Measures to restrict tourism spending could possibly be taken if China fails to attract enough capital to counter the declining current account. This is especially likely under the current managed exchange rate mechanism which requires sufficient foreign exchange reserves to cushion the renminbi (RMB) depreciating pressure. In other words, tourism is a clear source of unrecorded capital outflows – equivalent to more than half of the trade surplus in goods – and may be limited to increasing the current account surplus.
From a long-term domestic perspective, a high savings rate is key for China to maintain a current account surplus. But China’s domestic savings rate is on a downward trajectory.
Corporate savings are slowing due to the debt frenzy Chinese companies are experiencing due to the massive stimulus measures China has carried out during the GFC until today. More recently, the slowdown in household income growth, the transformation to a growth model driven by consumption and the strengthening of the social security system are also contributing to a decline in household savings. The decline in Chinese public savings is due to the slower tax revenue growth and the frequent need to stimulate the economy due to weaker and weaker growth potential.
Over time, these structural factors should persist, which should, in principle, push the current account into a deficit. But this consensus assumes that investment will remain high in China. Indeed, the investment remained high artificially following consecutive stimulus plans. Public investment plays an important buffer role whenever private investment decelerates due to deteriorating economic prospects. This was again the case for the end of 2018 when it returned to surplus in the first quarter of 2019 and when the surplus was maintained in the second quarter. It seems that the continuation of trade tensions with the United States could be linked to this development.
In the long run, investment in China is bound to decline as the return on assets continues to decline, suggesting a structural current account surplus rather than a deficit. Indeed, investment cannot stay artificially high forever.

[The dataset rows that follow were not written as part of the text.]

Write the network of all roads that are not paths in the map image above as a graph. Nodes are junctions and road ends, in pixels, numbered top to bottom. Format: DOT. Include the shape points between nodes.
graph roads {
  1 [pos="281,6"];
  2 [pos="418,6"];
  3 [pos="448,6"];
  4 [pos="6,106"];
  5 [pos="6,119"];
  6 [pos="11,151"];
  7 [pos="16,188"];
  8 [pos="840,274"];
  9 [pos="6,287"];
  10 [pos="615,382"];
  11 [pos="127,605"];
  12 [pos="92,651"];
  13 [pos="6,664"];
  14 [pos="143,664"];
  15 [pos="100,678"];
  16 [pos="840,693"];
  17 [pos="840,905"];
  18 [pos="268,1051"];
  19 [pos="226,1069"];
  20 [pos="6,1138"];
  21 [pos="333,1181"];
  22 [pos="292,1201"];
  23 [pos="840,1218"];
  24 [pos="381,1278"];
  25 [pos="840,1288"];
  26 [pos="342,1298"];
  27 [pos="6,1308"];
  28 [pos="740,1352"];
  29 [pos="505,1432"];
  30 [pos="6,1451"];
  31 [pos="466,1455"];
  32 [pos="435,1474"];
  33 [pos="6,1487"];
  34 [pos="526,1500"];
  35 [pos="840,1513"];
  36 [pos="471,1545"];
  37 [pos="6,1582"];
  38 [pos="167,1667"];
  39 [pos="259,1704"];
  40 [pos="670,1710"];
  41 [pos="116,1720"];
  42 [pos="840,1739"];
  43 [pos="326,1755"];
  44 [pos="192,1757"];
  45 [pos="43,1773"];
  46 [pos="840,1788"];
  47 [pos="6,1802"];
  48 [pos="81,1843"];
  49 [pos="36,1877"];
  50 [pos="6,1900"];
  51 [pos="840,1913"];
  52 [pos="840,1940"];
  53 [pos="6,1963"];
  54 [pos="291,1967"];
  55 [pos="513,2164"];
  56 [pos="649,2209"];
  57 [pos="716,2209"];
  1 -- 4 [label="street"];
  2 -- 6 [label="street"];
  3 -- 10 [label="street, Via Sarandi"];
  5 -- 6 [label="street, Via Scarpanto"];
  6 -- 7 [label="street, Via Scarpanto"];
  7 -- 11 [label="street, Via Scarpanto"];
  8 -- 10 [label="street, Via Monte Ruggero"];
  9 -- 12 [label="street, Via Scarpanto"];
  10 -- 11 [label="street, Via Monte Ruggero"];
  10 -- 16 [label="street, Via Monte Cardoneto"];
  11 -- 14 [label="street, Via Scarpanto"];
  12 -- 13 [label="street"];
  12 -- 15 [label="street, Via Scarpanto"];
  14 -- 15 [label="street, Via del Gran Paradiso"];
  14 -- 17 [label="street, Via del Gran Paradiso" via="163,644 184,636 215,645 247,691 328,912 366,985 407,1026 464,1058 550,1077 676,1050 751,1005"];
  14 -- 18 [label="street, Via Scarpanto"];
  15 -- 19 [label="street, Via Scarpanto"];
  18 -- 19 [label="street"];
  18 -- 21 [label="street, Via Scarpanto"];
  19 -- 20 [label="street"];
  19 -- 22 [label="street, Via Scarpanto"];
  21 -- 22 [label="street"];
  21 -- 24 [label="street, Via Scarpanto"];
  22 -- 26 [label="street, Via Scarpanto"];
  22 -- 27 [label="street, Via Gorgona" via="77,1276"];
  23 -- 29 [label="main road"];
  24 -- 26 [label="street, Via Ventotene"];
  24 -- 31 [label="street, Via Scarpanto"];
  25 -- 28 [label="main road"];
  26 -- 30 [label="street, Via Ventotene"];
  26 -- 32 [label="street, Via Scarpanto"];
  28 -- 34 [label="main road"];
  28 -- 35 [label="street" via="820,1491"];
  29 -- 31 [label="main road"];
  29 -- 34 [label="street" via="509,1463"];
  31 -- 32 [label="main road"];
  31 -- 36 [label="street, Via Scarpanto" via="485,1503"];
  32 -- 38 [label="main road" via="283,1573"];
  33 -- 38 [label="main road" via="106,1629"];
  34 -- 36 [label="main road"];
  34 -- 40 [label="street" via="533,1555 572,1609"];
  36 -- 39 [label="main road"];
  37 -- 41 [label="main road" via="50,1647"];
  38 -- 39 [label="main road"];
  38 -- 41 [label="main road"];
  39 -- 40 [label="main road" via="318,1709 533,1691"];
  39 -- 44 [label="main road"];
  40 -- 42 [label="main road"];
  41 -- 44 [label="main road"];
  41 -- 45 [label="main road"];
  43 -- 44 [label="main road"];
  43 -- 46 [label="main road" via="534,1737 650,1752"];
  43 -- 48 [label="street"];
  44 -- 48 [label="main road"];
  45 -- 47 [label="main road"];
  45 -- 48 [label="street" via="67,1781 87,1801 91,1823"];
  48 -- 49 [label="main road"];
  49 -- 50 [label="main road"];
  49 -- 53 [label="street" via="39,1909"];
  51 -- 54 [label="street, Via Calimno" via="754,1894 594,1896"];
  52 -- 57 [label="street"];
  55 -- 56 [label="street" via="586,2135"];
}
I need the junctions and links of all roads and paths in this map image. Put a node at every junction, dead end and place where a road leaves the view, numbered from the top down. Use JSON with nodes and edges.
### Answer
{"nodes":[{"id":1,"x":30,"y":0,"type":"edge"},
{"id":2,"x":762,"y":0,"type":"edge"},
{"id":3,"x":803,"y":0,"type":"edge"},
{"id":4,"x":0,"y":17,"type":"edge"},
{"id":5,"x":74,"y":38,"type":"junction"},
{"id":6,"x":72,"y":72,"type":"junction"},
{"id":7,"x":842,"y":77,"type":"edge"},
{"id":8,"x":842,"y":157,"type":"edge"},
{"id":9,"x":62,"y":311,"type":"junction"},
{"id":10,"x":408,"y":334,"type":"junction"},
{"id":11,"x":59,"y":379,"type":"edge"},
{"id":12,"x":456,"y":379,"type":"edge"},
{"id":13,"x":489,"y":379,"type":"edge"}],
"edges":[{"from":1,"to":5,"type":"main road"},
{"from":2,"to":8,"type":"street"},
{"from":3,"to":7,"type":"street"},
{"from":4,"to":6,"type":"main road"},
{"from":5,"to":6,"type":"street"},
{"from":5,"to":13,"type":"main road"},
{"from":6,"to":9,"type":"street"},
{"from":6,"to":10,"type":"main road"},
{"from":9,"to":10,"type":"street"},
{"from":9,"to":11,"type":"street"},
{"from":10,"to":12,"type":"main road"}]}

The reduction in tourism spending may be the trigger for a positive return to the current account deficit, which can only reflect a lower rate of investment over time, or even lower than the reduction in the savings rate. This, of course, doesn’t bode well for China’s future, but it does explain why China’s widely expected current account deficit might be short-lived. It might be wise to expect a U-shaped current account balance for China down the road. American negotiators who are dealing with China now might not like this.
Alicia Garcia-Herrero is Chief Economist for Asia-Pacific at NATIXIS and Assistant Professor at Hong Kong University of Science and Technology (HKUST). She is also a Senior Fellow at the Brussels-based think tank Bruegel, a non-resident researcher at the Madrid-based Real Instituto ElCano and a member of the advisory board of the Chinese think tank Merics based in Berlin.